President Donald J. Trump visits the El Arepazo Doral restaurant, Monday, March 9, 2026, in Miami, Florida. (Official White House Photo by Daniel Torok)
President Donald J. Trump visits the El Arepazo Doral restaurant, Monday, March 9, 2026, in Miami, Florida. (Official White House Photo by Daniel Torok)

Donald Trump Wanted To End The Iran War. Overnight, Israel Showed Him He Isn’t In Control: By this morning, June 8, 2026, the President of the United States was reduced to posting on Truth Social, looking as if he had lost control of a war he helped start. Overnight, Israel had struck Iran, with blasts reported across Tehran and beyond and a petrochemical site among the targets, in retaliation for the waves of missiles Iran had fired at Israel the day before. Donald Trump, who, according to a US official, had told Benjamin Netanyahu not to do exactly this, responded by demanding on Truth Social that the two countries immediately stop shooting. It was the posture of a man pleading with events he could no longer steer, and it laid bare the central problem with his entire approach to this war: the peace he keeps promising depends on the restraint of two governments that have just demonstrated they will not give it.

What Trump Wanted: A Hormuz Deal And A War He Could End

(Feb. 1, 2021) The aircraft carrier USS Nimitz (CVN 68) steams through the Indian Ocean. Nimitz is part of the Nimitz Carrier Strike Group and is deployed conducting maritime security operations and theater security cooperation efforts. (U.S. Navy photo by Mass Communication Specialist Seaman Joseph Calabrese)
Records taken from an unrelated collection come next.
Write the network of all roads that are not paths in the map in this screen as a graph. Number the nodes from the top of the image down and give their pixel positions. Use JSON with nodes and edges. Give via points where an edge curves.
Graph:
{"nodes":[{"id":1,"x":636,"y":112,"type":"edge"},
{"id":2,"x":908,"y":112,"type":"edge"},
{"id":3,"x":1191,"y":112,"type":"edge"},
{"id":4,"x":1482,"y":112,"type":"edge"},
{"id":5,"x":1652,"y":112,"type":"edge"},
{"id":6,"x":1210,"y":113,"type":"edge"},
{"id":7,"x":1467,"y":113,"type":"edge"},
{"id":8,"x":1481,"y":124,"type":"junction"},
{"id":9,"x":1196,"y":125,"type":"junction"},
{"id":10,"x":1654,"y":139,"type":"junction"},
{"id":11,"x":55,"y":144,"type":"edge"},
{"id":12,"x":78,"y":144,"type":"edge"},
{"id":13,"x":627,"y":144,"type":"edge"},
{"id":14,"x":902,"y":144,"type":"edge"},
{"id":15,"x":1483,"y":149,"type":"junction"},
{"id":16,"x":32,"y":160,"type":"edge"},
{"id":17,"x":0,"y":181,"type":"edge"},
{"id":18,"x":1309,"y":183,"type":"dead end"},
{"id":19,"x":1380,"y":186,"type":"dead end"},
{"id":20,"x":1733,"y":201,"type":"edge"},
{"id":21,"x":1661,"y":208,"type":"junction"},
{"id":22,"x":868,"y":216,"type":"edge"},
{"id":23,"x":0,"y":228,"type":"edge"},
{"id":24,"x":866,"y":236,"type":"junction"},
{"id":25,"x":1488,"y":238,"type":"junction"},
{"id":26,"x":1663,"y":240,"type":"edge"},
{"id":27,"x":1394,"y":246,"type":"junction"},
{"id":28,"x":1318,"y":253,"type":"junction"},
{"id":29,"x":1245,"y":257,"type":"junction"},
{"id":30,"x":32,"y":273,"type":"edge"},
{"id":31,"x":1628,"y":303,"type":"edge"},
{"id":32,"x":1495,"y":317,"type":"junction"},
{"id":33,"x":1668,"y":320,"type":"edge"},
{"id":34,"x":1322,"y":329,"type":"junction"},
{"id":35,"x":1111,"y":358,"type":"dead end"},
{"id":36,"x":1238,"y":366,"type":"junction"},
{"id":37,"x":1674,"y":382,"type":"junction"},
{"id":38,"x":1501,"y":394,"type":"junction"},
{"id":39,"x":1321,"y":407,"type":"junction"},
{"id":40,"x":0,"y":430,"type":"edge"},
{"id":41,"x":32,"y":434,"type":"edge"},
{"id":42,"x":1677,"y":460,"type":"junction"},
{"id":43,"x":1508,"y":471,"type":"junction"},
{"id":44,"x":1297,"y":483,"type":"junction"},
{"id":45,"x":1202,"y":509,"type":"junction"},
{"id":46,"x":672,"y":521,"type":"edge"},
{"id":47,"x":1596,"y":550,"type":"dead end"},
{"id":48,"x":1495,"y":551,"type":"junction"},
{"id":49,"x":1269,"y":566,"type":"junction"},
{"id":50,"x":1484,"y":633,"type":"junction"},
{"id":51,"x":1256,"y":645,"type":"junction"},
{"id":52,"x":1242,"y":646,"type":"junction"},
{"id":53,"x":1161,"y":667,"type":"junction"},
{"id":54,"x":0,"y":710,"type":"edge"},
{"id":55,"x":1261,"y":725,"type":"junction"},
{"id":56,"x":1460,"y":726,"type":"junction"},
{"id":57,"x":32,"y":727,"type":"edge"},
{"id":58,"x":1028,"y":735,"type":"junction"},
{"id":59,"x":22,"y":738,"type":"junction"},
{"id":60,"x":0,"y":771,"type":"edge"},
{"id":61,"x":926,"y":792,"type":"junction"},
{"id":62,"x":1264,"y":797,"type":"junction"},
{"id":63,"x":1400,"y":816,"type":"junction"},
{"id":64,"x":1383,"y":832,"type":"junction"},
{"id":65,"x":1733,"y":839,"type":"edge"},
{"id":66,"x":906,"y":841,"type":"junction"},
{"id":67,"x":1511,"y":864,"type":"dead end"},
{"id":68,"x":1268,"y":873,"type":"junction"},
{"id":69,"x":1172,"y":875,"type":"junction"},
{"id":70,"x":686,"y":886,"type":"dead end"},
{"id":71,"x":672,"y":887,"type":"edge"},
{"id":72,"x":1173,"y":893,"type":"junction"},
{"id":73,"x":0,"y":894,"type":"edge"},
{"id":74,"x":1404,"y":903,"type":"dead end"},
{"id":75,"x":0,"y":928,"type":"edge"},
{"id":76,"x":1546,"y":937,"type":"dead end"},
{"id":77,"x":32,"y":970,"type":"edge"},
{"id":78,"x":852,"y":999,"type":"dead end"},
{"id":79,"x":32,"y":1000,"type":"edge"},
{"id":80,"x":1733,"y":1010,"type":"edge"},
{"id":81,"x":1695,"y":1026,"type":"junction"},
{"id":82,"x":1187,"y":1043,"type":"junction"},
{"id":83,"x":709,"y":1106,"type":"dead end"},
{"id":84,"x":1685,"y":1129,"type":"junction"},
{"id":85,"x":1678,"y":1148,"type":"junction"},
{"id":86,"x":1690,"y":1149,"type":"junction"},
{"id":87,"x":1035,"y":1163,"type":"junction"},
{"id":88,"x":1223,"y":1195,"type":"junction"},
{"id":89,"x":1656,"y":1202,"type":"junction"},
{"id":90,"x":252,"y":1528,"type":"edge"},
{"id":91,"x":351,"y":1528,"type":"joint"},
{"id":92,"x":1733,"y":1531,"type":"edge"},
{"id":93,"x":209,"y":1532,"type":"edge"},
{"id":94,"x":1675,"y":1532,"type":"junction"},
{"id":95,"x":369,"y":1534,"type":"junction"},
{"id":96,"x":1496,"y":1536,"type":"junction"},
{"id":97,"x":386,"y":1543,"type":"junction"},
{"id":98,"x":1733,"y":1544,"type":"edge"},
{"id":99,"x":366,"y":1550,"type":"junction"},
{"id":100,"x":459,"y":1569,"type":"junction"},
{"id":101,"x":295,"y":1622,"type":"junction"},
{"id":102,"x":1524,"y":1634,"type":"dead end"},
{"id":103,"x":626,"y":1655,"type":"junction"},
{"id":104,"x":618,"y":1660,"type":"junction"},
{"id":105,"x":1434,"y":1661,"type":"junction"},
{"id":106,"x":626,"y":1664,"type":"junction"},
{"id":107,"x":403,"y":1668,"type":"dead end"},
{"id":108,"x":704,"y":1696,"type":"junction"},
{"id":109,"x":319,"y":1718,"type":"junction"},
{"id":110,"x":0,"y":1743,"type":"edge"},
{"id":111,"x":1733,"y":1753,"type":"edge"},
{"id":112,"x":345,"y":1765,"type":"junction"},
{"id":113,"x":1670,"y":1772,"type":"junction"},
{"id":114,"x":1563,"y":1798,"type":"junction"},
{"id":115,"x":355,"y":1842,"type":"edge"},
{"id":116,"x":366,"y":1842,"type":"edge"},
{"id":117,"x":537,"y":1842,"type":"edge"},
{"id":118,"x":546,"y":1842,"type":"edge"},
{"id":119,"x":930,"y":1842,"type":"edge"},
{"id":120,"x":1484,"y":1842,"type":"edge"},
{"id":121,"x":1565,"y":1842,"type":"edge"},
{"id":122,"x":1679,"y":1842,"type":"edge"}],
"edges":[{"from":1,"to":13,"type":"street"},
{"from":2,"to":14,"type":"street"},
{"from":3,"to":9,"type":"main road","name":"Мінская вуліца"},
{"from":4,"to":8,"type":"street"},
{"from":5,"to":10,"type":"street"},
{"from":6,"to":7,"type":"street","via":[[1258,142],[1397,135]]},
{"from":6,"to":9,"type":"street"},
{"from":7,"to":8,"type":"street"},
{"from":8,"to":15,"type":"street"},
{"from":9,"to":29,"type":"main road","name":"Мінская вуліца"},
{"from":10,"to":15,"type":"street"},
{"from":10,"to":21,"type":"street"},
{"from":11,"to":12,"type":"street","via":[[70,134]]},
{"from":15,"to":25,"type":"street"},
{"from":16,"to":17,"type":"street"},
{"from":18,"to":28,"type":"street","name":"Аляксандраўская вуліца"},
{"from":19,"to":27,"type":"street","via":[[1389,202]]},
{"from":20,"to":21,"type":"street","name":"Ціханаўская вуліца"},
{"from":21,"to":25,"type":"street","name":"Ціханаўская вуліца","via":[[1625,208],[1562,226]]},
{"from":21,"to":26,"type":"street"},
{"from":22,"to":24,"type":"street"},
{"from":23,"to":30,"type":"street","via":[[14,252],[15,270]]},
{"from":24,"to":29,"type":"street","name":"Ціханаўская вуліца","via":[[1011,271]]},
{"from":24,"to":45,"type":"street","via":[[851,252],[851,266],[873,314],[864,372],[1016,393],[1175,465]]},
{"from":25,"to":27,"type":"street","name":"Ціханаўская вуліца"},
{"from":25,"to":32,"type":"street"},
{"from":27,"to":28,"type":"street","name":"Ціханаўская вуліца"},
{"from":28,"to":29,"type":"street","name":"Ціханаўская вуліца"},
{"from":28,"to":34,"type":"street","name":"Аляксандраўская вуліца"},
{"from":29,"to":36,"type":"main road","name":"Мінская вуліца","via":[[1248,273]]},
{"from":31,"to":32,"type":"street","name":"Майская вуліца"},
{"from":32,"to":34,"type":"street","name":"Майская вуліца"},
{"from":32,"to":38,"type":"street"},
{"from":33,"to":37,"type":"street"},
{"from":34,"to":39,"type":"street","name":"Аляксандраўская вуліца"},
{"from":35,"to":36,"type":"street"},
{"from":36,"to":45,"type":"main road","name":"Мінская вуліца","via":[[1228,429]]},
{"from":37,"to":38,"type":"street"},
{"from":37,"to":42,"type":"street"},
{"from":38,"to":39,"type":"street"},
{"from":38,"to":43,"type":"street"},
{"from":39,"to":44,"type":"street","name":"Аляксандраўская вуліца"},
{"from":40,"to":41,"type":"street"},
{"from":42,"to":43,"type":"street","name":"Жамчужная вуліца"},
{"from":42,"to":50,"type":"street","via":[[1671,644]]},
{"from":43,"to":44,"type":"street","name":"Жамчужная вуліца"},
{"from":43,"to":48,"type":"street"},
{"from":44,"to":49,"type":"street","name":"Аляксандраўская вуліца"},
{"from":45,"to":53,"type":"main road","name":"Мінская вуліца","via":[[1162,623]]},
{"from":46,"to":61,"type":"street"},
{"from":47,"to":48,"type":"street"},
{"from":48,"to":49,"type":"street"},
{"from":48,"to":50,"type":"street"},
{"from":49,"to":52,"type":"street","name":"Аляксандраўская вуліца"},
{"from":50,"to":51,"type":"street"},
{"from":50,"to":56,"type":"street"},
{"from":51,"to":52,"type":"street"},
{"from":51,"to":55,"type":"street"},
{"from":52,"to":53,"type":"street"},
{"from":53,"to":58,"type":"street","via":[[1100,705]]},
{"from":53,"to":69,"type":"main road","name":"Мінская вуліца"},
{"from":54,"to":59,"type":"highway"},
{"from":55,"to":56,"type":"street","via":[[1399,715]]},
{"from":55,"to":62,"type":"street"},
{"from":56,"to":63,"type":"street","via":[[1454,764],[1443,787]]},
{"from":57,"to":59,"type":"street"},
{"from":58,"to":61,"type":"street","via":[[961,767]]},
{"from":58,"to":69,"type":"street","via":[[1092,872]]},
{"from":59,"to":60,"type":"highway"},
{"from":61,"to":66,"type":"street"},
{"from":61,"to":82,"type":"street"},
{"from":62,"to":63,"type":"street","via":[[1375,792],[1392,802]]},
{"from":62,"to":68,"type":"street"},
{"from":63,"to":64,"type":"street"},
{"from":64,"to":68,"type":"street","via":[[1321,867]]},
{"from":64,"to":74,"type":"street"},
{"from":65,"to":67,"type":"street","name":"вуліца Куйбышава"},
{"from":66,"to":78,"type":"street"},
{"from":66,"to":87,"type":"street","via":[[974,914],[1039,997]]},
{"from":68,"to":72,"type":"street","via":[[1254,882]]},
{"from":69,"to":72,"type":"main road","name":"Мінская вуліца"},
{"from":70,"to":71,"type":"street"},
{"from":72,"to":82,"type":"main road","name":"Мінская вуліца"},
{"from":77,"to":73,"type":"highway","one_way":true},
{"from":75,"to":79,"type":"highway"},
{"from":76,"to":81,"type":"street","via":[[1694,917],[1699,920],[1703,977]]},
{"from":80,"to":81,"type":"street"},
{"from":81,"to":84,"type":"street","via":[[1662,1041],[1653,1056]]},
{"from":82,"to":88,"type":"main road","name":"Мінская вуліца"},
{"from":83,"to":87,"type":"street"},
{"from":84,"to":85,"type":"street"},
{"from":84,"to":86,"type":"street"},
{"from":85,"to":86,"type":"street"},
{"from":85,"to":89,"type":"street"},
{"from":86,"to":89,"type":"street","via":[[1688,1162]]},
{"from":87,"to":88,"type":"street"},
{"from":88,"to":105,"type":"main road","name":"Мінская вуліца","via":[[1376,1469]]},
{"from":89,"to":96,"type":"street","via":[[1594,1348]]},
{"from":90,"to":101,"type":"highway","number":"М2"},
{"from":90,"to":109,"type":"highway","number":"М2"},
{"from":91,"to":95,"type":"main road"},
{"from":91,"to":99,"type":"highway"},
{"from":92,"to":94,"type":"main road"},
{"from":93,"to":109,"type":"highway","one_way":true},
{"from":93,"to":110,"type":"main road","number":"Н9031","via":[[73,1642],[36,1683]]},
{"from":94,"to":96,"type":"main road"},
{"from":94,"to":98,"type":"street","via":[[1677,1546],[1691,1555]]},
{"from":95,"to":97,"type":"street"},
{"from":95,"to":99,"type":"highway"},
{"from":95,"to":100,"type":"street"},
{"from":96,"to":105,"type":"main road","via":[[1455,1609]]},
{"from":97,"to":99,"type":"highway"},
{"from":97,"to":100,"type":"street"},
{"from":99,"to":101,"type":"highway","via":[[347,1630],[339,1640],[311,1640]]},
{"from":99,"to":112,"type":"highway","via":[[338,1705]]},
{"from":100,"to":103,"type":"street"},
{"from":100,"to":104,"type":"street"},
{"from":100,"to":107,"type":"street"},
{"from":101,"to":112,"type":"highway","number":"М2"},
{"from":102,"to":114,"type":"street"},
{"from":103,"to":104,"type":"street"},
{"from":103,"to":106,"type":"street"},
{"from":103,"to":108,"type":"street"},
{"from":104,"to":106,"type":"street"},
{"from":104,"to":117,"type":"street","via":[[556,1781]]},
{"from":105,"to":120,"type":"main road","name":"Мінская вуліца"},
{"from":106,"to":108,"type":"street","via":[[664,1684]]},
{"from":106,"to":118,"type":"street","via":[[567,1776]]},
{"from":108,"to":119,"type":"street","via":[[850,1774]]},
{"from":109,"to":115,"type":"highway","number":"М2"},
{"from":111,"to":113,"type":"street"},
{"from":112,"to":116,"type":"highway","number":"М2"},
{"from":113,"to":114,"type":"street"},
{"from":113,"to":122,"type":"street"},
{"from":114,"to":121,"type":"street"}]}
(Feb. 1, 2021) The aircraft carrier USS Nimitz (CVN 68) steams through the Indian Ocean. Nimitz is part of the Nimitz Carrier Strike Group and is deployed conducting maritime security operations and theater security cooperation efforts. (U.S. Navy photo by Mass Communication Specialist Seaman Joseph Calabrese)

Over the last few weeks, at least for me, Trump’s objective has been consistent and, on its own terms, rational. He wants this war over.
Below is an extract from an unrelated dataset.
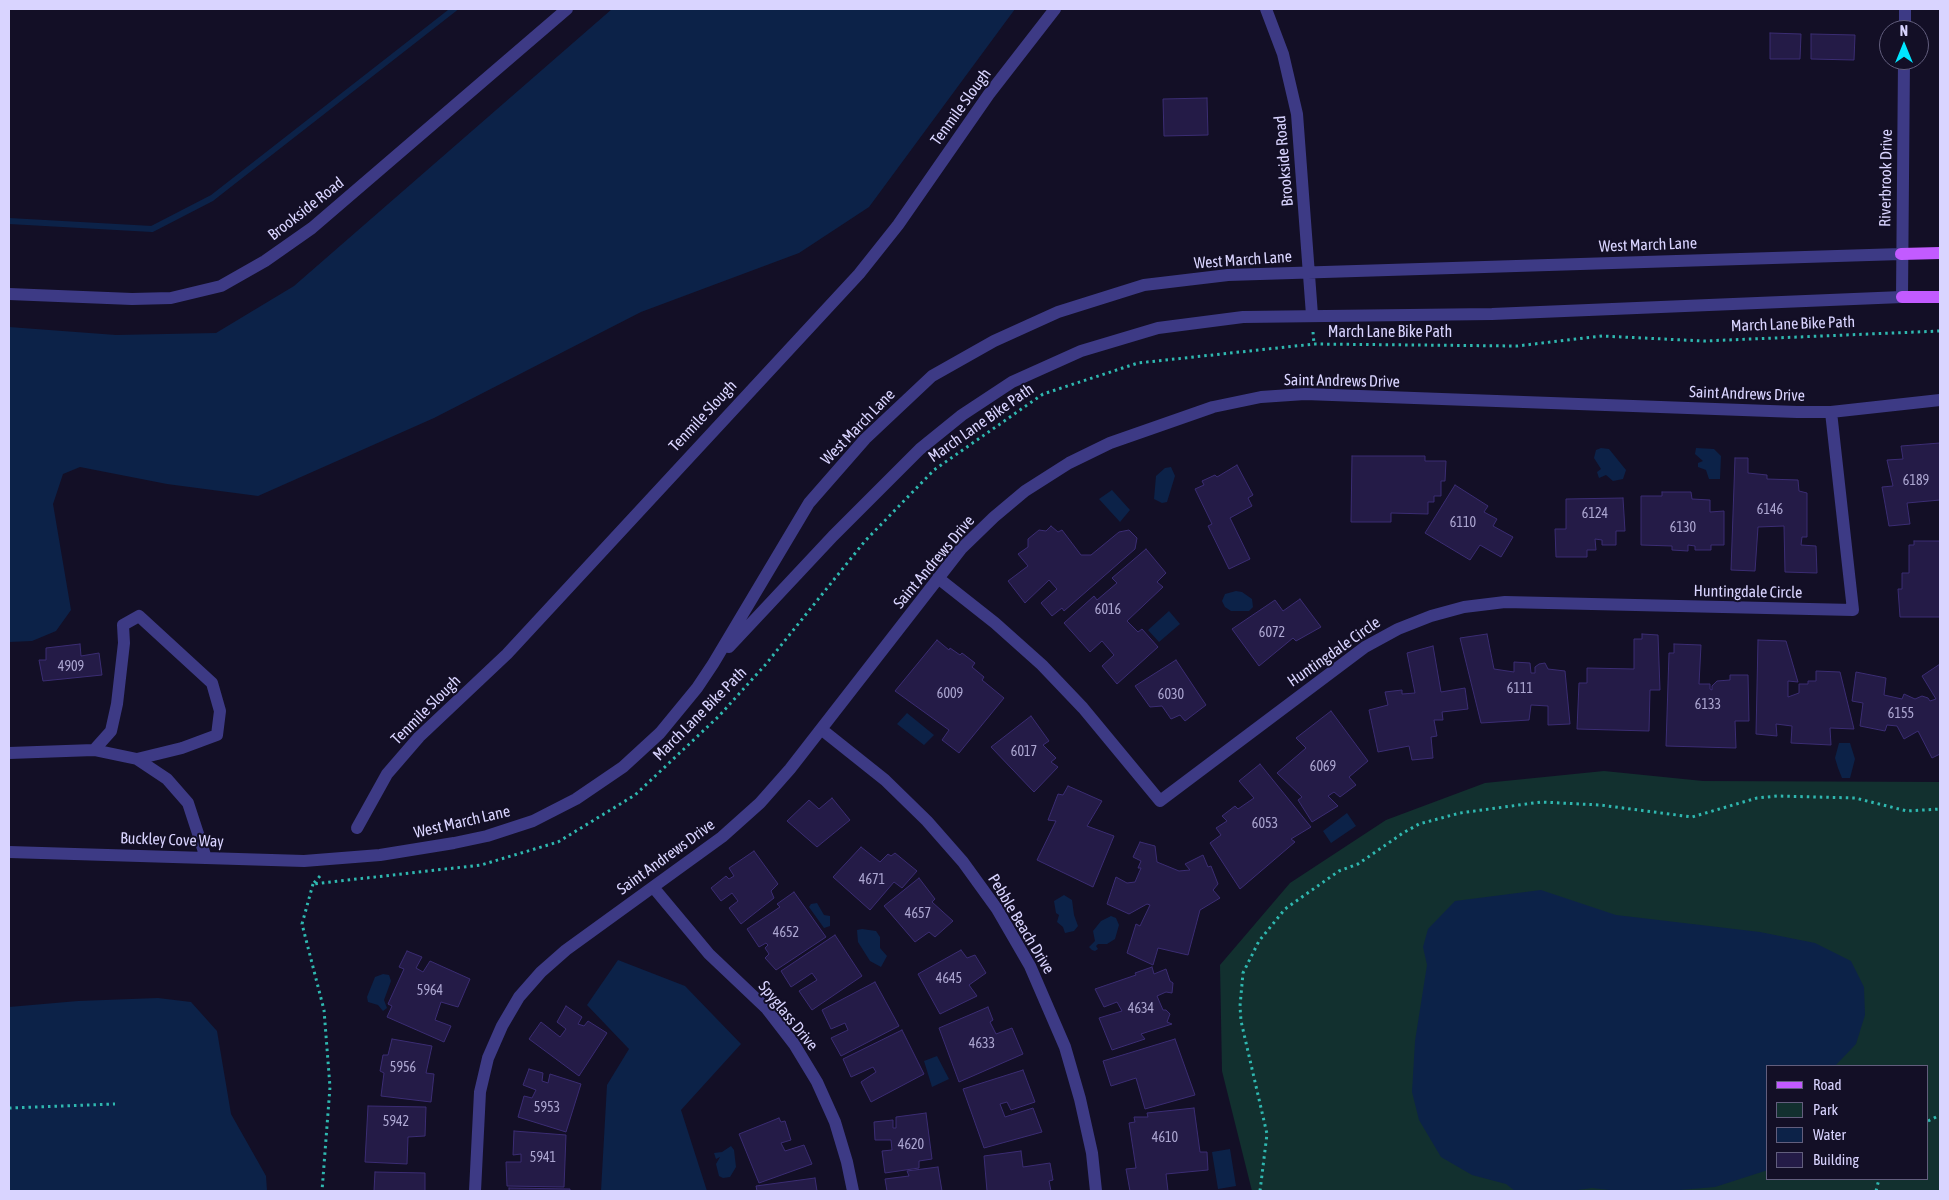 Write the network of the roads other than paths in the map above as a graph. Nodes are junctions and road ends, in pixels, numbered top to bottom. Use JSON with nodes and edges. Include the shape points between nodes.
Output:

He wants the Strait of Hormuz, through which roughly a fifth of the world’s oil moves, reopened to normal traffic.

He wants Israel, Iran, and Iran’s proxies to stop trading blows so the region stops bleeding into global energy markets and his own political ledger.

And he wants to bank all of it as the kind of signature achievement he can point to, a war he ended and a chokepoint he reopened.
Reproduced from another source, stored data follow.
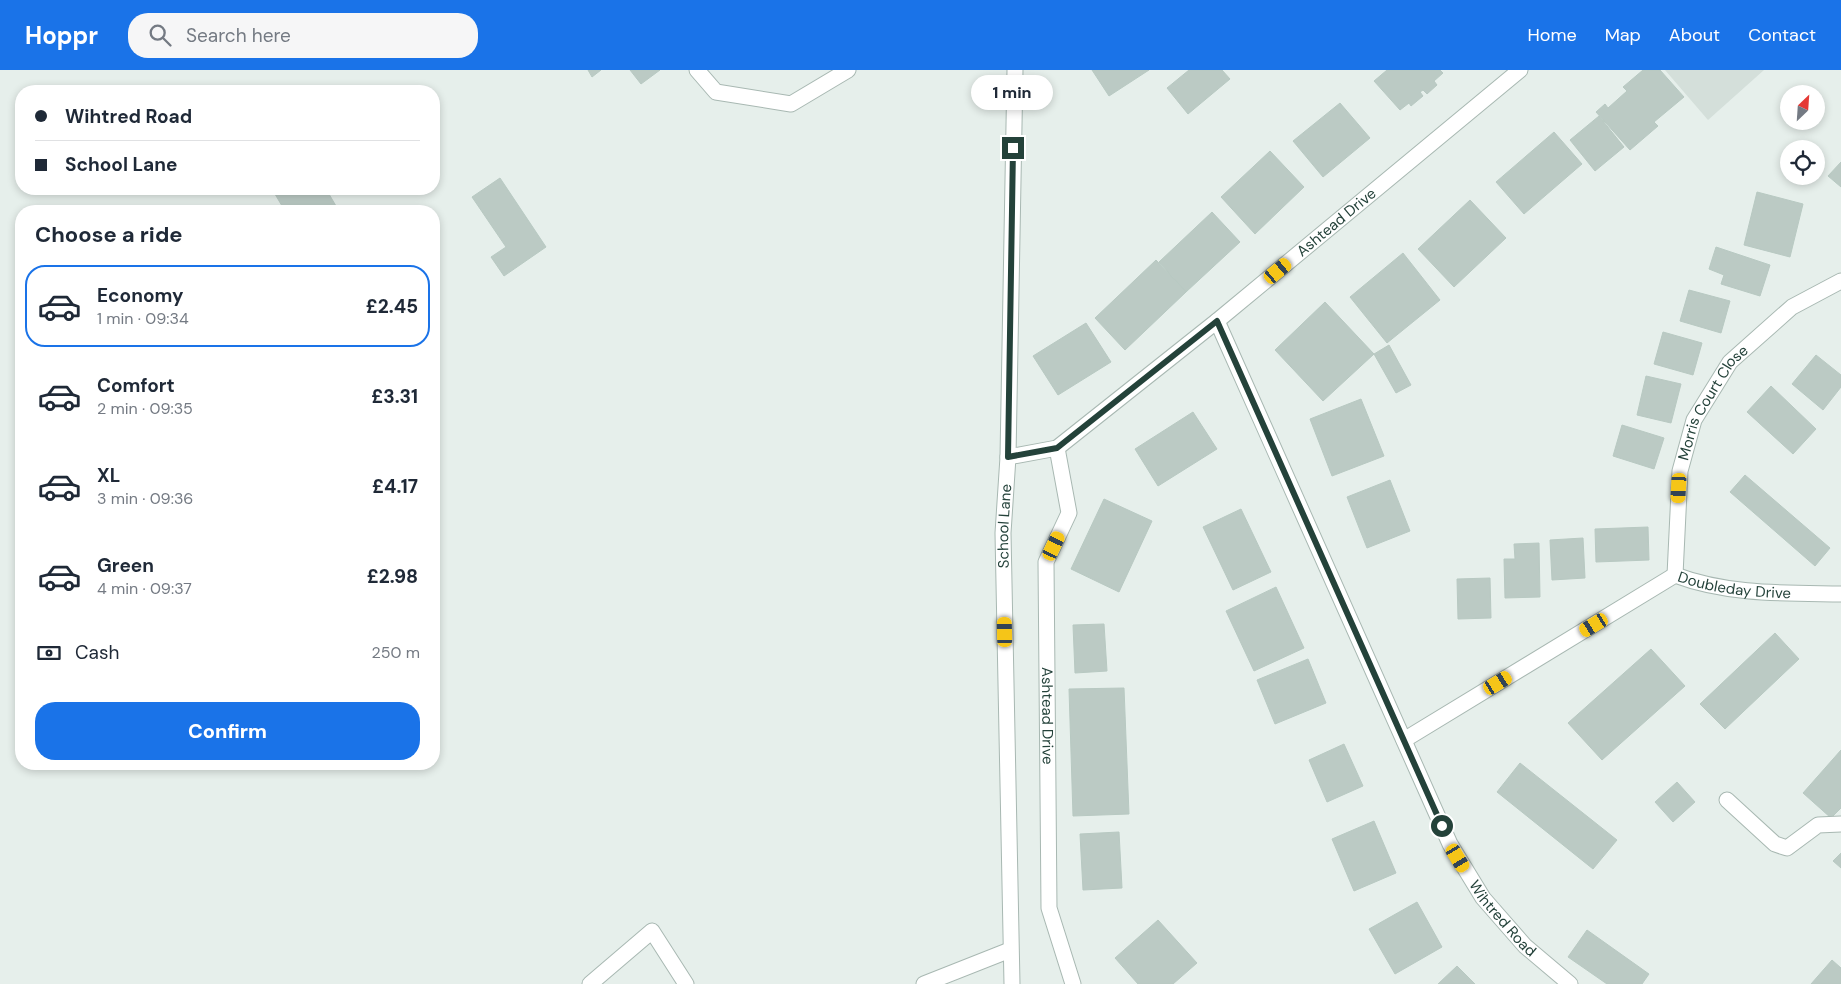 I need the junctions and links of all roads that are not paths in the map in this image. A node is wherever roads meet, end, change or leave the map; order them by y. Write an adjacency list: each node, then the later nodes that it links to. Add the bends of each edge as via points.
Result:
1 (697, 70): 2 (street, via 716,92 791,104)
2 (848, 70)
3 (1014, 70): 8 (street, School Lane)
4 (1520, 70): 6 (street, Ashtead Drive)
5 (1841, 281): 9 (street, Morris Court Close, via 1792,307 1730,362 1694,420 1680,471)
6 (1217, 321): 7 (street, Ashtead Drive); 11 (street, Wihtred Road)
7 (1057, 448): 8 (street, Ashtead Drive); 19 (street, Ashtead Drive, via 1069,513 1046,562 1049,908)
8 (1008, 457): 14 (street, School Lane, via 1003,533)
9 (1675, 575): 10 (street, Doubleday Drive, via 1698,584 1757,593); 11 (street, Doubleday Drive)
10 (1841, 594)
11 (1404, 740): 20 (street, Wihtred Road, via 1450,844 1483,898 1525,946)
12 (1727, 800): 13 (street, via 1775,844 1787,848 1818,825)
13 (1841, 824)
14 (1010, 950): 17 (street); 18 (street, School Lane)
15 (590, 984): 16 (street, via 652,931)
16 (686, 984)
17 (924, 984)
18 (1012, 984)
19 (1073, 984)
20 (1570, 984)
He has insisted the finish line is in sight. On the eve of this latest escalation, Trump said the United States and Iran were very close to an agreement that would end the three-month-old war and reopen the strait, with only a few points left to settle.

He has even sketched what comes after a deal, saying he would work with Iran to retrieve and destroy its stockpile of highly enriched uranium if an agreement is reached, and that, absent one, he would degrade the Iranian military far enough that American forces could safely collect the material themselves.

The vision is whole. The trouble is that getting there requires both Jerusalem and Tehran to stop fighting on command, and neither has shown any intention of taking orders.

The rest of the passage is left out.